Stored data

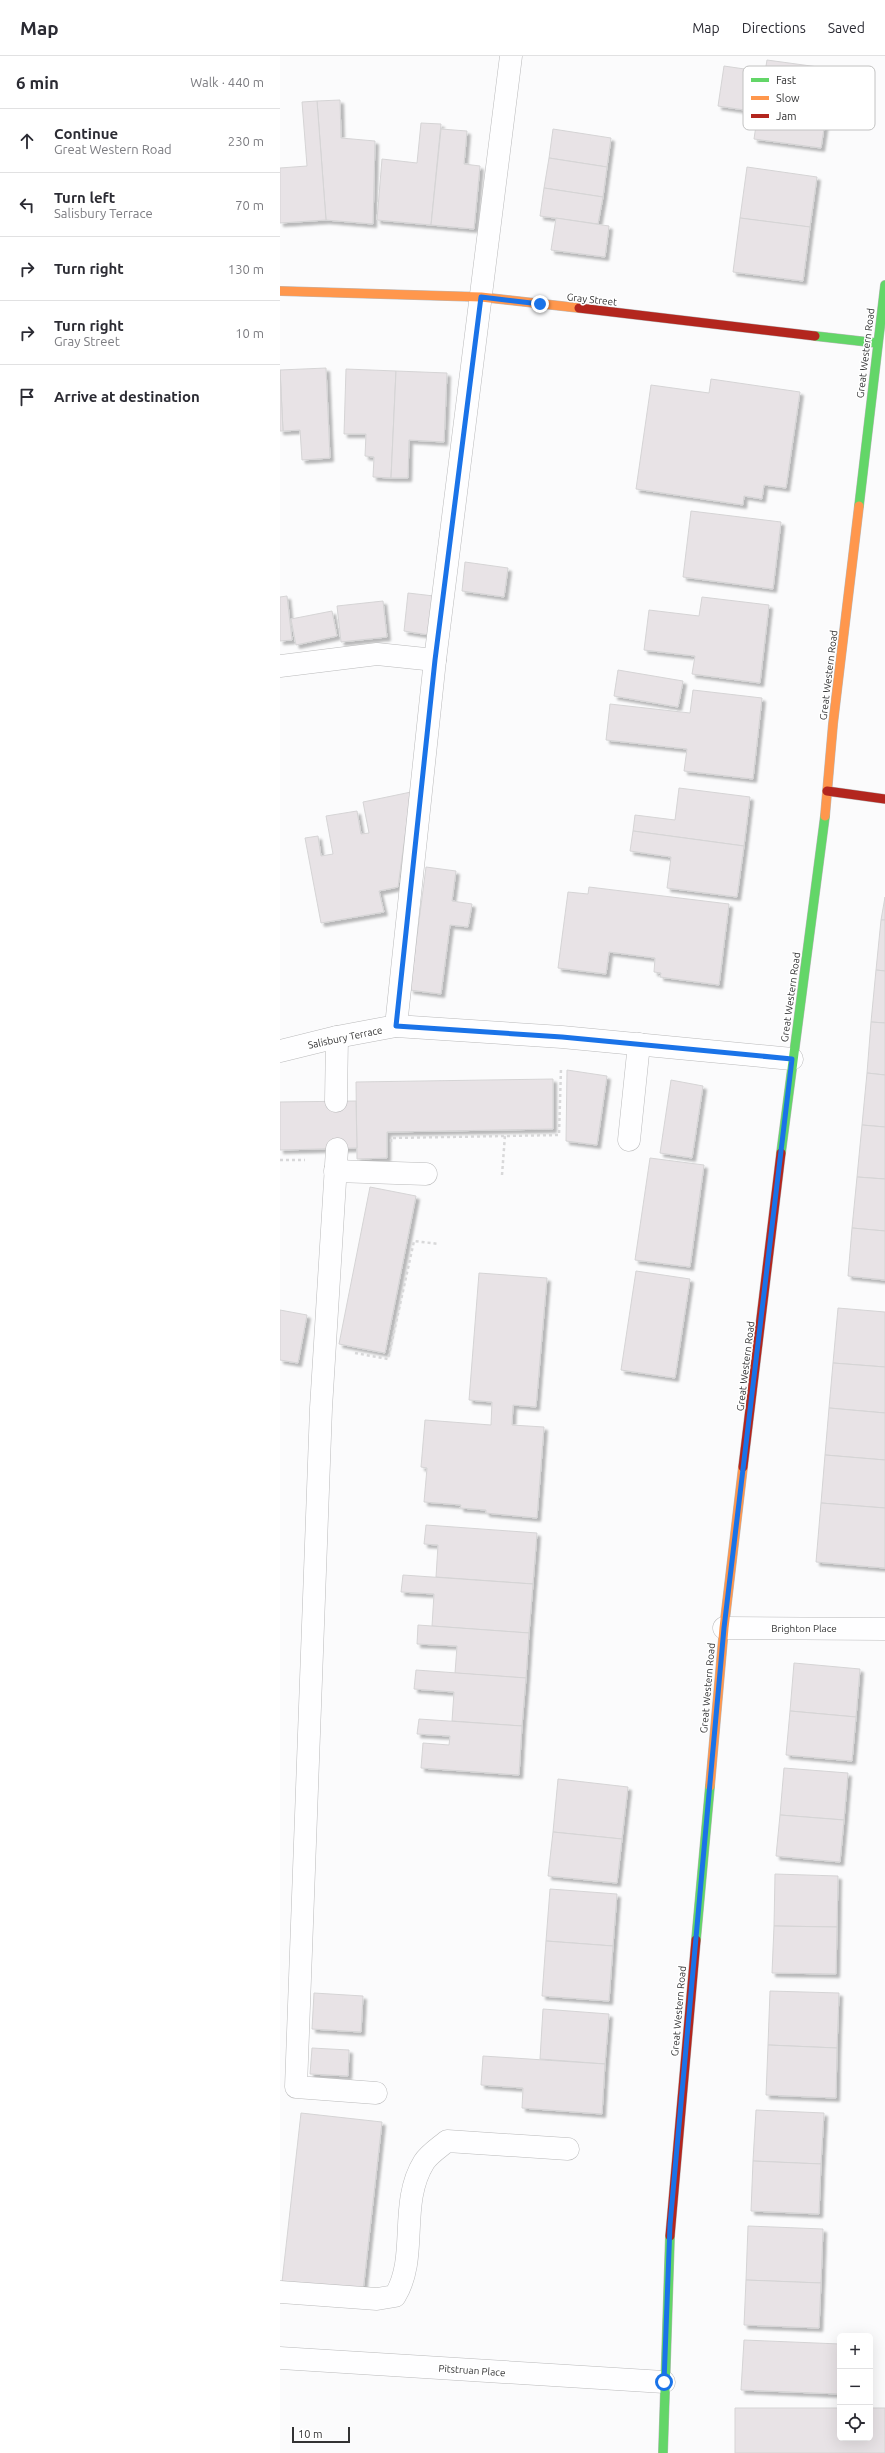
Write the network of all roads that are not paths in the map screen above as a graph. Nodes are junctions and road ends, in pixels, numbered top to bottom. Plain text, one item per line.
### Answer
1 (511, 56) edge
2 (885, 285) edge
3 (280, 291) edge
4 (481, 297) junction
5 (877, 343) junction
6 (435, 660) junction
7 (280, 666) edge
8 (827, 791) junction
9 (885, 799) edge
10 (396, 1026) junction
11 (337, 1037) junction
12 (639, 1044) junction
13 (280, 1051) edge
14 (792, 1059) junction
15 (336, 1101) dead end
16 (629, 1140) dead end
17 (337, 1149) dead end
18 (335, 1171) junction
19 (426, 1174) dead end
20 (724, 1628) junction
21 (885, 1629) edge
22 (376, 2093) dead end
23 (568, 2149) dead end
24 (280, 2292) edge
25 (280, 2358) edge
26 (664, 2382) junction
27 (663, 2453) edge

1 - 4 street
2 - 5 main road, Great Western Road
3 - 4 main road, Gray Street
4 - 5 main road, Gray Street
4 - 6 street
5 - 8 main road, Great Western Road
6 - 7 street
6 - 10 street
8 - 9 main road
8 - 14 main road, Great Western Road
10 - 11 street, Salisbury Terrace
10 - 12 street, Salisbury Terrace
11 - 13 street, Salisbury Terrace
11 - 15 street
12 - 14 street, Salisbury Terrace
12 - 16 street
14 - 20 main road, Great Western Road
17 - 18 street
18 - 19 street
18 - 22 street
20 - 21 street, Brighton Place
20 - 26 main road, Great Western Road
23 - 24 street
25 - 26 street, Pitstruan Place
26 - 27 main road, Great Western Road

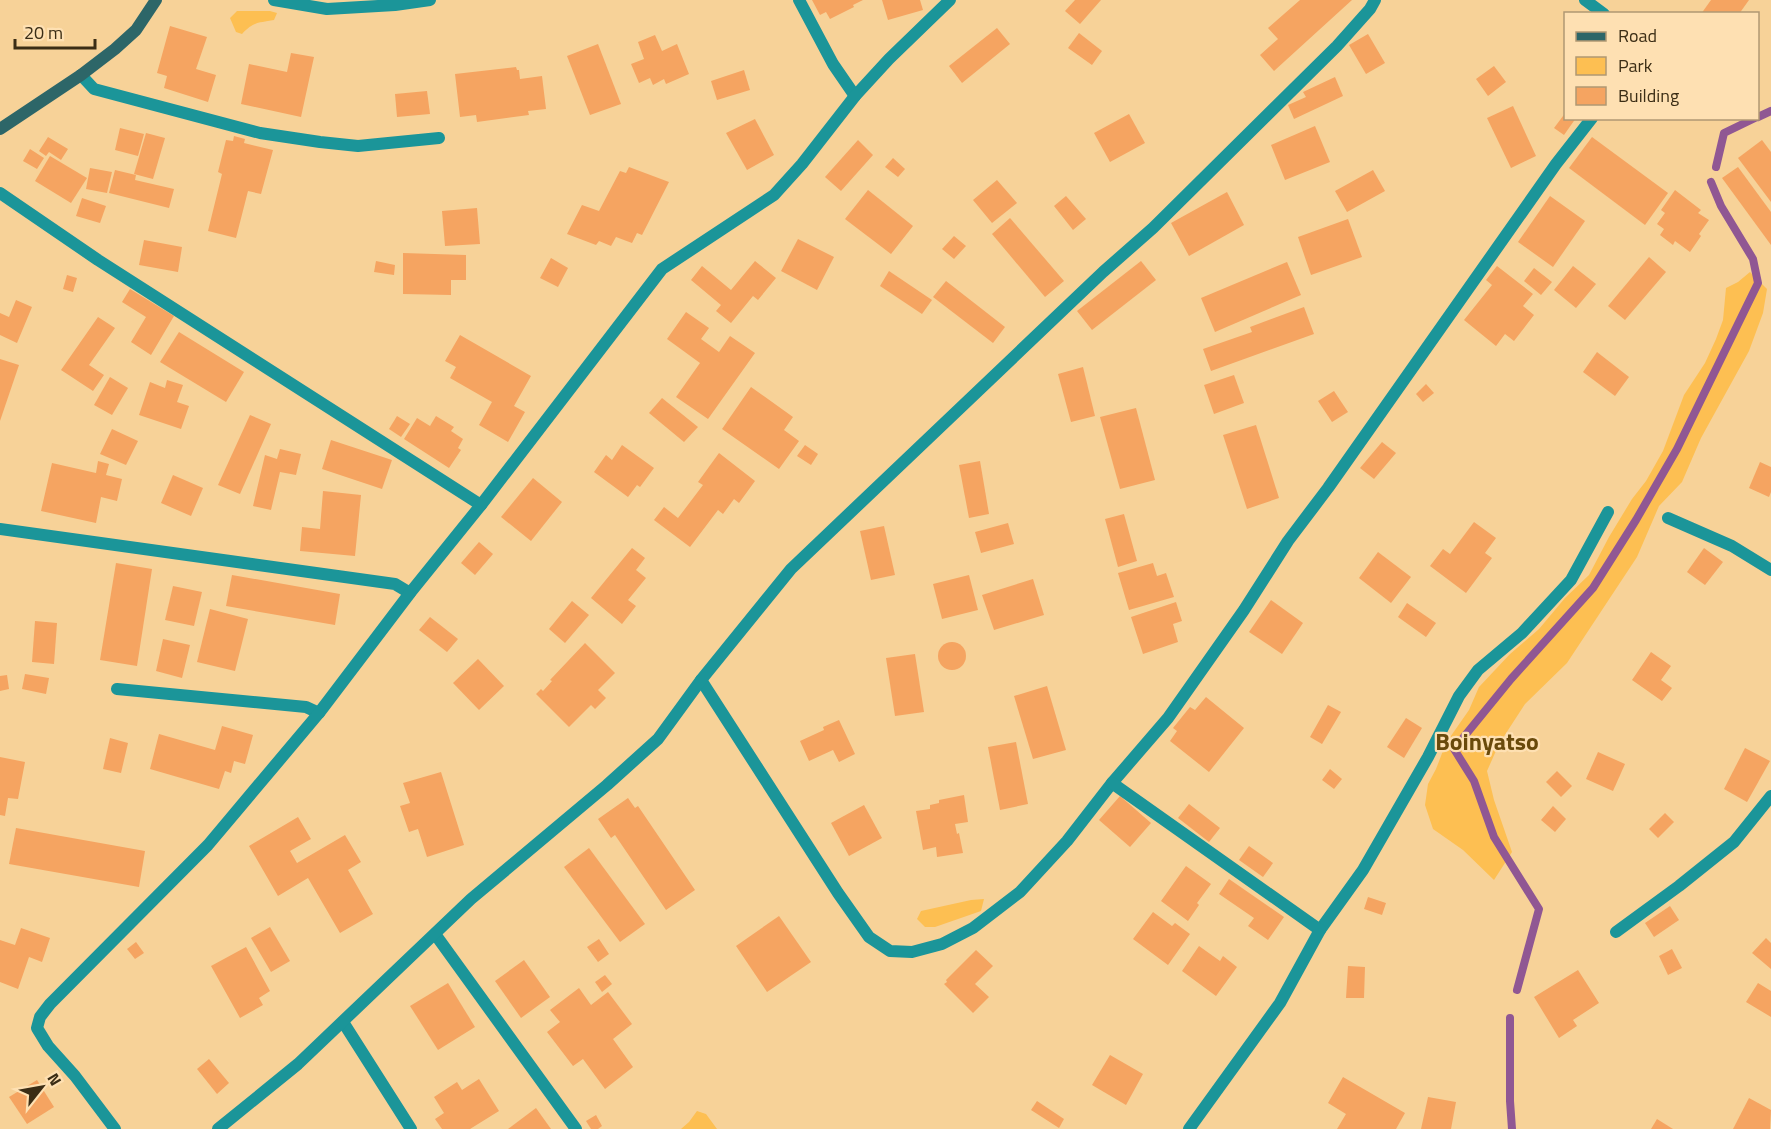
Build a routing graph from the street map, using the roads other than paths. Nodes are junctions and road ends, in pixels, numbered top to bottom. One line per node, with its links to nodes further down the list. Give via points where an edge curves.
1 (156, 0): 9 (main road, via 136,30)
2 (274, 0): 3 (street, via 327,9)
3 (430, 0)
4 (799, 0): 10 (street)
5 (950, 0): 10 (street)
6 (1375, 0): 21 (street, via 1337,46 1153,228 791,569)
7 (1585, 0): 8 (street)
8 (1601, 12)
9 (81, 75): 12 (main road); 13 (street, via 94,89 260,133 358,146)
10 (855, 96): 15 (street, via 774,195 662,269)
11 (1590, 120): 24 (street, via 1288,541 1168,718)
12 (0, 129)
13 (440, 138)
14 (0, 193): 15 (street)
15 (481, 505): 20 (street)
16 (1608, 512): 26 (street, via 1571,580 1521,633 1478,670 1459,696 1363,870)
17 (1668, 519): 19 (street, via 1732,546)
18 (0, 529): 20 (street, via 395,584)
19 (1771, 570)
20 (410, 592): 23 (street)
21 (701, 680): 24 (street, via 868,937 890,951 912,952 942,944 973,928 1028,884); 28 (street, via 658,739)
22 (117, 689): 23 (street, via 306,707)
23 (319, 713): 30 (street, via 208,845 40,1017 37,1028 48,1046)
24 (1112, 783): 26 (street)
25 (1771, 796): 27 (street, via 1734,842)
26 (1320, 930): 34 (street, via 1280,1004)
27 (1616, 932)
28 (435, 934): 29 (street); 33 (street)
29 (343, 1022): 31 (street); 32 (street)
30 (115, 1129)
31 (218, 1129)
32 (411, 1129)
33 (576, 1129)
34 (1189, 1129)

| About this task |
Here the job is to print the data above exactly, except for any pictures.

| Task solution |
Write the network of all roads that are not paths in the map screen above as a graph. Nodes are junctions and road ends, in pixels, numbered top to bottom. Plain text, one item per line.
### Answer
1 (511, 56) edge
2 (885, 285) edge
3 (280, 291) edge
4 (481, 297) junction
5 (877, 343) junction
6 (435, 660) junction
7 (280, 666) edge
8 (827, 791) junction
9 (885, 799) edge
10 (396, 1026) junction
11 (337, 1037) junction
12 (639, 1044) junction
13 (280, 1051) edge
14 (792, 1059) junction
15 (336, 1101) dead end
16 (629, 1140) dead end
17 (337, 1149) dead end
18 (335, 1171) junction
19 (426, 1174) dead end
20 (724, 1628) junction
21 (885, 1629) edge
22 (376, 2093) dead end
23 (568, 2149) dead end
24 (280, 2292) edge
25 (280, 2358) edge
26 (664, 2382) junction
27 (663, 2453) edge

1 - 4 street
2 - 5 main road, Great Western Road
3 - 4 main road, Gray Street
4 - 5 main road, Gray Street
4 - 6 street
5 - 8 main road, Great Western Road
6 - 7 street
6 - 10 street
8 - 9 main road
8 - 14 main road, Great Western Road
10 - 11 street, Salisbury Terrace
10 - 12 street, Salisbury Terrace
11 - 13 street, Salisbury Terrace
11 - 15 street
12 - 14 street, Salisbury Terrace
12 - 16 street
14 - 20 main road, Great Western Road
17 - 18 street
18 - 19 street
18 - 22 street
20 - 21 street, Brighton Place
20 - 26 main road, Great Western Road
23 - 24 street
25 - 26 street, Pitstruan Place
26 - 27 main road, Great Western Road

Build a routing graph from the street map, using the roads other than paths. Nodes are junctions and road ends, in pixels, numbered top to bottom. One line per node, with its links to nodes further down the list. Give via points where an edge curves.
1 (156, 0): 9 (main road, via 136,30)
2 (274, 0): 3 (street, via 327,9)
3 (430, 0)
4 (799, 0): 10 (street)
5 (950, 0): 10 (street)
6 (1375, 0): 21 (street, via 1337,46 1153,228 791,569)
7 (1585, 0): 8 (street)
8 (1601, 12)
9 (81, 75): 12 (main road); 13 (street, via 94,89 260,133 358,146)
10 (855, 96): 15 (street, via 774,195 662,269)
11 (1590, 120): 24 (street, via 1288,541 1168,718)
12 (0, 129)
13 (440, 138)
14 (0, 193): 15 (street)
15 (481, 505): 20 (street)
16 (1608, 512): 26 (street, via 1571,580 1521,633 1478,670 1459,696 1363,870)
17 (1668, 519): 19 (street, via 1732,546)
18 (0, 529): 20 (street, via 395,584)
19 (1771, 570)
20 (410, 592): 23 (street)
21 (701, 680): 24 (street, via 868,937 890,951 912,952 942,944 973,928 1028,884); 28 (street, via 658,739)
22 (117, 689): 23 (street, via 306,707)
23 (319, 713): 30 (street, via 208,845 40,1017 37,1028 48,1046)
24 (1112, 783): 26 (street)
25 (1771, 796): 27 (street, via 1734,842)
26 (1320, 930): 34 (street, via 1280,1004)
27 (1616, 932)
28 (435, 934): 29 (street); 33 (street)
29 (343, 1022): 31 (street); 32 (street)
30 (115, 1129)
31 (218, 1129)
32 (411, 1129)
33 (576, 1129)
34 (1189, 1129)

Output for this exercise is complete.